SCOT Confirms the “No-direct-action” Rule Applies to Non-monetary Claims for Declaratory Relief
Article

SCOT Confirms the “No-direct-action” Rule Applies to Non-monetary Claims for Declaratory Relief

By Amy Stewart Law

In a per curiam opinion issued Friday, the Texas Supreme Court confirmed third-party plaintiffs do not have standing to assert claims for declaratory relief against a liability insurer before establishing the insurer’s legal obligation to pay damages .  

In In re Essex Insurance Company, the Court granted Essex’s request for mandamus relief after the trial court refused to dismiss declaratory judgment claims filed by Rafael Zuniga in a personal injury suit Zuniga filed against San Diego Tortilla (“SDT”). Zuniga lost his hand while operating a tortilla machine at SDT’s manufacturing facility. Zuniga alleged that he was working as an independent contractor at the time of the injury, not as SDT’s employee. Essex, SDT’s liability insurer, agreed to defend SDT against Zuniga’s claims but maintained it had no duty to indemnify SDT because Zuniga was in fact SDT’s employee when the injury occurred, thereby precluding coverage for Zuniga’s claims in accordance with the employee exclusion under the CGL policy.

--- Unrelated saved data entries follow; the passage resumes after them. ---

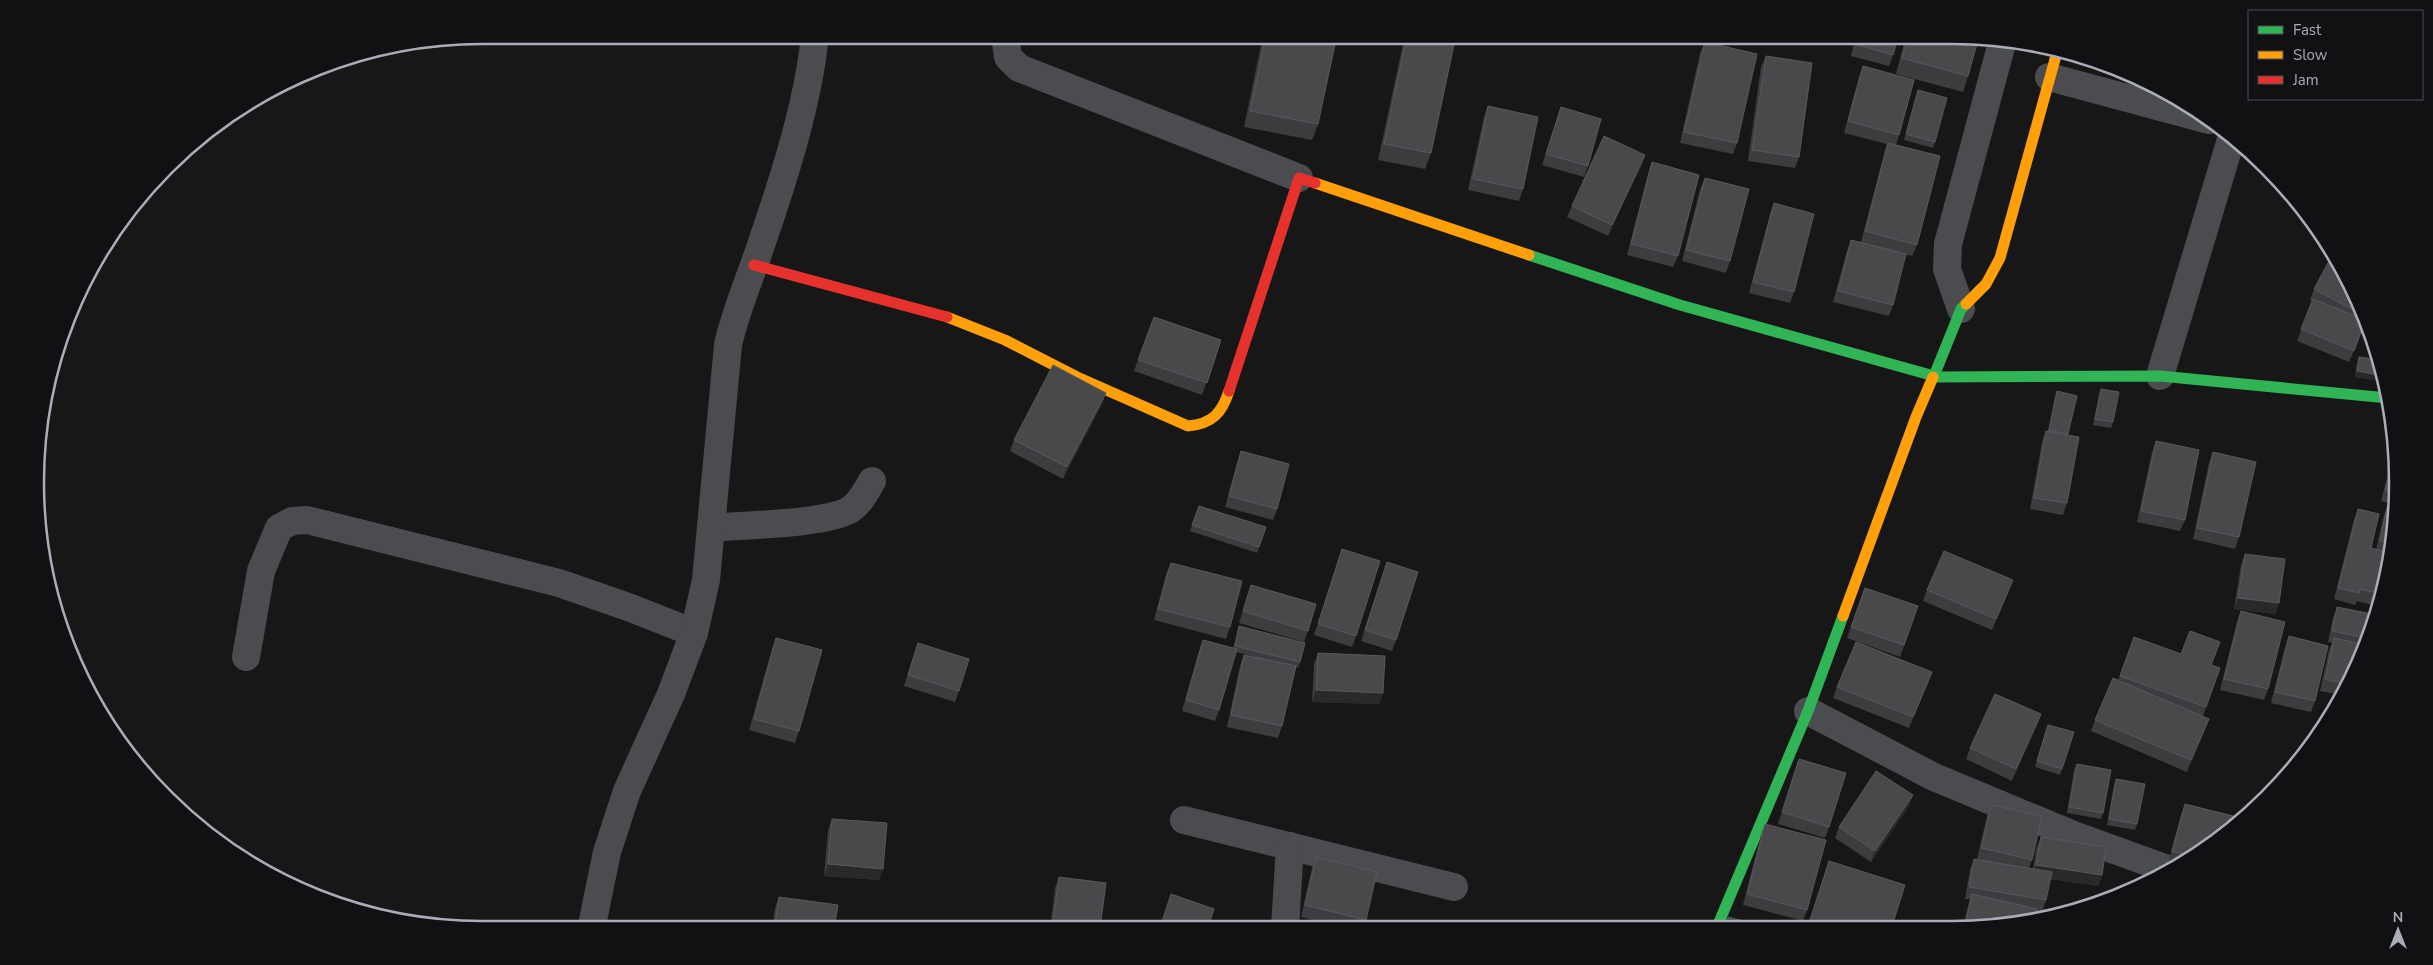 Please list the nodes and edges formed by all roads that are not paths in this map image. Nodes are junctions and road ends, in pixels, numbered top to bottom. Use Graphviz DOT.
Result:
graph roads {
  1 [pos="814,44"];
  2 [pos="1006,44"];
  3 [pos="2001,47"];
  4 [pos="2053,65"];
  5 [pos="2182,110"];
  6 [pos="2230,144"];
  7 [pos="1300,178"];
  8 [pos="754,265"];
  9 [pos="1961,309"];
  10 [pos="1934,376"];
  11 [pos="2160,376"];
  12 [pos="2381,397"];
  13 [pos="872,481"];
  14 [pos="711,528"];
  15 [pos="694,634"];
  16 [pos="246,657"];
  17 [pos="1808,711"];
  18 [pos="1184,820"];
  19 [pos="1290,846"];
  20 [pos="2161,867"];
  21 [pos="1454,887"];
  22 [pos="593,921"];
  23 [pos="1285,921"];
  24 [pos="1720,921"];
  1 -- 8 [label="street"];
  2 -- 7 [label="street"];
  3 -- 9 [label="street"];
  4 -- 5 [label="street"];
  4 -- 9 [label="street"];
  6 -- 11 [label="street"];
  7 -- 8 [label="street"];
  7 -- 10 [label="street"];
  8 -- 14 [label="street"];
  9 -- 10 [label="street"];
  10 -- 11 [label="street"];
  10 -- 17 [label="street"];
  11 -- 12 [label="street"];
  13 -- 14 [label="street"];
  14 -- 15 [label="street"];
  15 -- 16 [label="street"];
  15 -- 22 [label="street"];
  17 -- 20 [label="street"];
  17 -- 24 [label="street"];
  18 -- 19 [label="street"];
  19 -- 21 [label="street"];
  19 -- 23 [label="street"];
}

After Essex rejected Zuniga’s settlement demand, Zuniga filed an amended petition adding Essex, seeking a declaration that Essex was obligated to indemnify any judgment entered against SDT. Essex sought mandamus relief after the trial court denied its motion to dismiss. The Supreme Court granted Essex’s petition, affirming the long-standing rule in Texas, that “an injured party cannot sue the tortfeasor’s insurer directly until the tortfeasor’s liability has been finally determined by agreement or judgment.” In re Essex Insurance Company, Cause No. 13-1006 (November 21, 2014)(citing Angus Chem. Co. v. IMC Fertilizer, Inc., 939 S.W.2d 138, 138 (Tex. 1997) (per curiam).

Rejecting Zuniga’s argument that the “no-direct-action” rule applied only to claims for monetary relief, the Court held the Texas Declaratory Judgment Act did not confer standing on third-party claimants absent a determination that the defendant-insured was in fact liable to the plaintiff. Zuniga also argued the rule conflicted with the Court’s previous decisions holding the duty to indemnify could be determined prior to the entry of judgment against the defendant-insured.  Id. (citing Burlington N. & Santa Fe Ry. Co. v. Nat’l Union Fire Ins. Co. of Pittsburgh, PA, 334 S.W.3d 217, 219-20 (Tex. 2011) (acknowledging the lower court’s ability to decide both the duty to defend and the duty to indemnify, but holding the court “erred by not considering all the evidence presented by the parties when it determined the . . . duty to indemnify”); Tex. Ass’n of Counties Cnty. Gov’t Risk Mgmt. Pool v. Matagorda Cnty., 52 S.W.3d 128, 135 (Tex. 2000) (noting an insurer “may, among other options, seek prompt resolution of the coverage dispute in a declaratory judgment action, a step we have encouraged insurers . . . to take”) (citing State Farm Fire & Cas. Co. v. Gandy, 925 S.W.2d 696, 714 (Tex. 1996)); Farmers Tex. Cnty. Mut. Ins. Co. v. Griffin, 955 S.W.2d 81, 84 (Tex. 1997) (holding “the duty to indemnify is justiciable before the insured’s liability is determined in the liability lawsuit when the insurer has no duty to defend and the same reasons that negate the duty to defend likewise negate any possibility the insurer will ever have a duty to indemnify”)). The Court again disagreed, holding its previous decisions cited by Zuniga did not implicate the “no-direct-action” rule because “in each of th[o]se cases, it was the insurer or the insured defendant, not the plaintiff, who sought declaratory relief, or the insured defendant’s liability to the plaintiff had in fact been determined before the declaratory judgment suit was filed. Id.

At first glance, the Court’s decision seems at odds with the interest of the policyholder because, theoretically, direct-action suits might encourage insurers to reach settlements early and often,. Upon closer examination, however, the decision works to the benefit of the insured.  As noted by the Court, allowing Zuniga to pursue claims simultaneously against SDT and its insurer would prejudice SDT’s defense because it would be in Essex’s best interest to establish Zuniga was SDT’s employee so the employee exclusion applies, while it would be in SDT’s best interest to establish Zuniga was an independent contractor so the policy would provide coverage for Zuniga’s liability claims. As noted by the Court “we do not require insurance companies to perform duties for third-party claimants that are ‘coextensive and conflicting’ with the duties they owe their insureds,” because doing so would “necessarily compromise the duties the insurer owes to its insured.” Id. (citing Transp. Ins. Co. v. Faircloth, 898 S.W.2d 269, 279-80 (Tex. 1995).